Even though “I Was Born This Way” is primarily about Bean’s life story, it also chronicles the story of the song from its origin to today. Executive producer Iris Gordy, a former executive from Motown Records, which released the titular song, discusses its evolution, which another singer, Charles Valentino, covered before Bean recorded it. Valentino is still alive and discussed its initial impact on the gay community. Billy Porter has an onscreen role searching for the masters and discovering the B-side song, “Liberation,” which has never been heard before this documentary. Porter first visits Chris Jones, the son of one of the song’s writers, Bunny Jones, a beautician who also is notable for being the first Black woman who established a music studio. Jones reveals why his mother was so interested in music and intentionally supporting the gay community. The other song writer, Chris Spierer, also offers his two cents. Brian Kehew, an audio engineer at the Round and Wound Studio in North Hollywood, works with Porter on recovering the song then having Porter cover it for the close of the documentary. This journey frames the borders of Bean’s life story and has the effect of bringing it forward to the present day. Watching a reaction shot of Porter listening to “Liberation” without hearing the song is probably the only major misstep that the filmmakers take.
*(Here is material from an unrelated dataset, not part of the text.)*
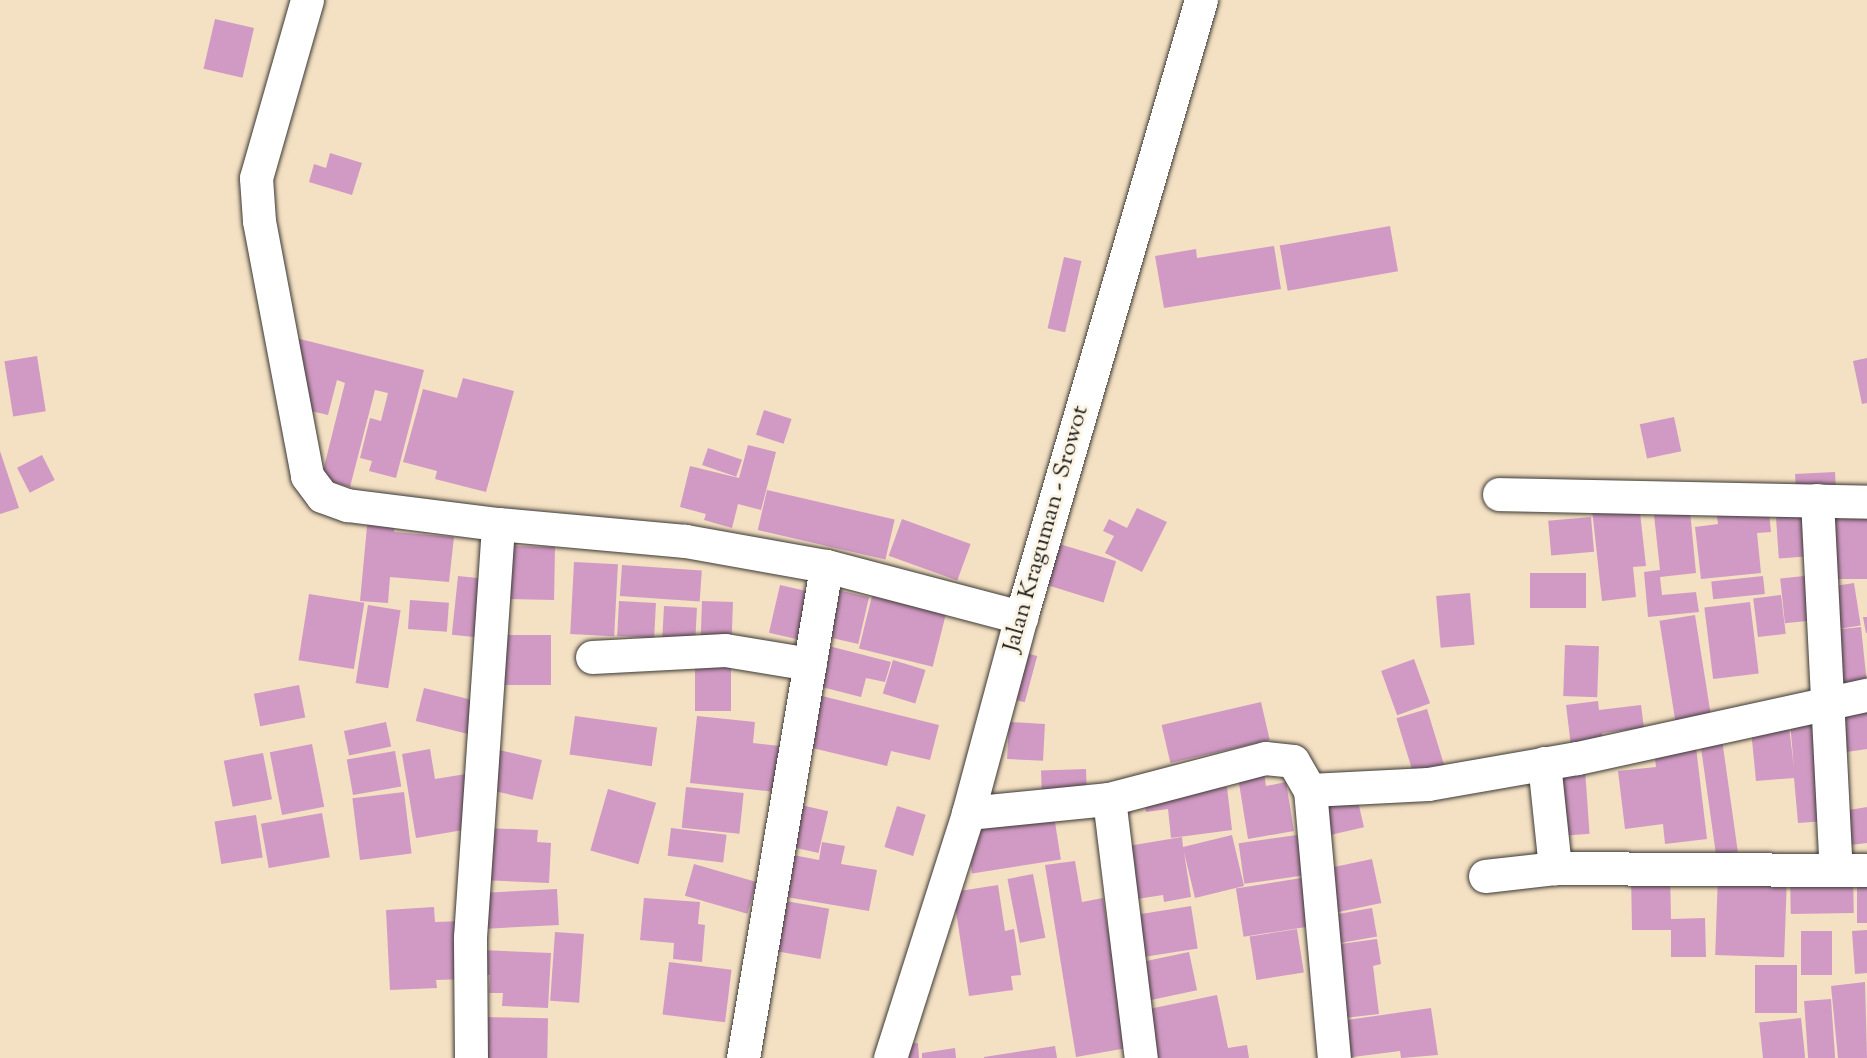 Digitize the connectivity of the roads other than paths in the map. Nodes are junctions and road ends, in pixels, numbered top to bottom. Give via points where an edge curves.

“I Was Born This Way” also reflects the impact that this song still has on music to this day even if the artists are not gay. Questlove and Quentin Harris, who also helps Porter onscreen with his work on covering “Liberation,” also discuss how they used this song in their work and how it is still bringing down the house. Lady Gaga offers an exclusive interview crediting Bean and this song for “Born This Way.” Lady Gaga explains, “When that song stopped charting, they did not stop playing that song in clubs and the movement did not stop.” The song is an anthem that unites and hypes up a crowd behind not just behind the beat, but the message.
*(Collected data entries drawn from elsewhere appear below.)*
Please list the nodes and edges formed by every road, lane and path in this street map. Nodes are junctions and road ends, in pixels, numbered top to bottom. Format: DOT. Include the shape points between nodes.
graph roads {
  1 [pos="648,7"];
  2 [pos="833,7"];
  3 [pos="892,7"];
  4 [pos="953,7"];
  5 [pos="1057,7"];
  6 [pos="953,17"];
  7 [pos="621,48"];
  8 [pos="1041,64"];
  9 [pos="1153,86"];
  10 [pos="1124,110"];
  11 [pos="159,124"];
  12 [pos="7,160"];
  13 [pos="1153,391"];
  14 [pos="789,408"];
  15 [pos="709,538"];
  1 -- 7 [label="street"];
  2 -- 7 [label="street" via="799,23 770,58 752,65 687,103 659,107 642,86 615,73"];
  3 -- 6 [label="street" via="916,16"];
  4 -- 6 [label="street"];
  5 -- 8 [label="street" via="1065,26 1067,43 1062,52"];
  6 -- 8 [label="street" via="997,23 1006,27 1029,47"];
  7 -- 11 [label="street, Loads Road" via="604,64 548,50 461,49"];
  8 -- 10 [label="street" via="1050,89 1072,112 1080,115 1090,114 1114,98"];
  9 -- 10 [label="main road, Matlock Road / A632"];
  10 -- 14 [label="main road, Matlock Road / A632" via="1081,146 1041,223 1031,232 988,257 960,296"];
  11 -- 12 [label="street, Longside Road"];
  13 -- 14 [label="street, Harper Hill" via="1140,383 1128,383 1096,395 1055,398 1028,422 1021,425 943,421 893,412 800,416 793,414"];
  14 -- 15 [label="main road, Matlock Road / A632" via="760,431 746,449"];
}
Normally including famous people to discuss the subject of a documentary feels like a shameless cynical way to get people to see a documentary, but in “I Was Born This Way,” it is so central and necessary. There is an unspoken tension that gets relieved in the documentary when Lady Gaga appears. Regardless of whether it is true, she feels like one of the few white musical artists who actually credits specific Black artists for their role in her work and redirects her fame and talent to the person who came before her, which has the effect of an unofficial music and LGBTQ+ history lesson. As Presidon’t’s policies have an intended censoring effect in the private and public sectors, sometimes the only countermeasure that can keep this history alive is a documentary, which few may watch, but if a figure with global reach has scores of zealous followers who are willing to disseminate her words, then it ensures that Bean’s work and legacy will live on. It feels as if regressive forces periodically repress LGBTQ+ voices so they cannot gain momentum and continue to believe that they are an aberration, not part of a long-storied past.

“I Was Born This Way” is essential viewing for music lovers, members of the LGBTQ+ community and all Jesus followers who may have thought that being a Christian only looked a certain way. It is also a conventional documentary that does not feel stale or predictable. I wish that the filmmakers had delved deeper into what destroyed Bean’s mobility other than years of pent-up trauma from the rigors of helping the dying and facing the brunt of racism and homophobia. Even though the film does not explicitly say it, it is a feature, not a flaw, that the risk of becoming disabled rises if you belong to a persecuted community. It is not always a seismic pandemic like AIDS or Covid. It can be smaller, daily accumulated omissions of providing care combined with causing harm that suddenly leads to an overnight inability to walk.